The business class in North America has been chafing under the “irritation” of Canadian regulations. Minor differences between U.S. and Canadian regulations are making it hard to do business, they say. In 2003, the federal government responded to their hurt by appointing the External Advisory Committee on Smart Regulation (EACSR) to come up with some recommendations about how the process of regulation and the type of regulations in Canada could be “improved.”
The EASCR, which included corporate directors from the petroleum, biotech, pharmaceutical, hydro, coal, agri-business, mining, security-intelligence and financial sectors, reported to the prime minister in September, 2004. Paul Martin affirmed his commitment to implementing its recommendations in his subsequent throne speech.
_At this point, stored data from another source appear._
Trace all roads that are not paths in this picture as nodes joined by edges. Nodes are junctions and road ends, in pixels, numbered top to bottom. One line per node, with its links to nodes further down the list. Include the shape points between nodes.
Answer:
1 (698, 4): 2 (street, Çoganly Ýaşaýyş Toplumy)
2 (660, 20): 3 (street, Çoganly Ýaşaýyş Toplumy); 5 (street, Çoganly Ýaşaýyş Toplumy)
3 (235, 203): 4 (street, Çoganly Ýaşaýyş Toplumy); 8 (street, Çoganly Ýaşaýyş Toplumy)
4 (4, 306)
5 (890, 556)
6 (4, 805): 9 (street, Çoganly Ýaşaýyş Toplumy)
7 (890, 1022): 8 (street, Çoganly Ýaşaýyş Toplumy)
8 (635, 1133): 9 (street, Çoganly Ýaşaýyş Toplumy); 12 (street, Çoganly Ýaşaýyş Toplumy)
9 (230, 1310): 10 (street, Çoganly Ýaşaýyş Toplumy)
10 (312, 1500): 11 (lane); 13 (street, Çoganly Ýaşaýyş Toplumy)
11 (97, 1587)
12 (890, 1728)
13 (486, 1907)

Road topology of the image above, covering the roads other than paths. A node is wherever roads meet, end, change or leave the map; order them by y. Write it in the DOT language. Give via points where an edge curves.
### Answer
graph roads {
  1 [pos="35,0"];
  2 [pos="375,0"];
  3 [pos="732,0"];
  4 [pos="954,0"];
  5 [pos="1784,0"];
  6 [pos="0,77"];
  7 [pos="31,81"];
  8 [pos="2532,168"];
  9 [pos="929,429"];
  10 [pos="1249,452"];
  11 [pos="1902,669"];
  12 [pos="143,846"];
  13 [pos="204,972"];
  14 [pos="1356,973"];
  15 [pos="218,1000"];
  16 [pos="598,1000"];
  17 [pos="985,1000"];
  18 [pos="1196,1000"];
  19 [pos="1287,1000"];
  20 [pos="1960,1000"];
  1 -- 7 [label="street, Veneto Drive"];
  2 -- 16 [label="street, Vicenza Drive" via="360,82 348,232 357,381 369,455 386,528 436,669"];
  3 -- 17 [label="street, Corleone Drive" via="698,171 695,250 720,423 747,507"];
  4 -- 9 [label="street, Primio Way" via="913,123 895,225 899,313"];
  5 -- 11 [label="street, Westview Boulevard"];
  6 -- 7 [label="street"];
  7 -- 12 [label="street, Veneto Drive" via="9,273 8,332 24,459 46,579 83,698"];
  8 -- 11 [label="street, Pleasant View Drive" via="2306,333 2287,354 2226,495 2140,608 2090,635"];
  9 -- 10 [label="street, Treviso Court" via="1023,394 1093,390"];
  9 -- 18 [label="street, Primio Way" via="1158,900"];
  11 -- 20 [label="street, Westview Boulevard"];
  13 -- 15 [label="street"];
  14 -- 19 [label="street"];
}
The EASCR articulated a vision that is quite alarming. Protection has a bit part in this vision, while the market is the superstar. The vision statement confuses the regulatory role creating boundaries and limits on companies’ behaviour with the commercial role of promoting economic expansion and trade. “Smart Regulation” is not about efficiency and streamlining government. Rather, it is an integral part of deep integration, the process that would merge the Canadian and American economies.
Because regulation is a widely ignored topic, far less exciting than kickback scandals or vote-of-confidence brinksmanship, deep-integration strategists understand that regulatory harmonization is easier to deal with politically than overt policy integration.
The North American Agricultural Market Integration Consortium outlines in its “Roadmap to Agricultural Policy Integration” that “systematically pursuing harmonization one step at a time has the basic advantages of preparing and levelling the agricultural infrastructure for change while allowing a gradual adjustment to the newly evolving economics of agriculture and food.” The same paper notes that “harmonization can be taken one step at a time. However, with each step a degree of national sovereignty is lost, which may be the greatest deterrent to harmonization.”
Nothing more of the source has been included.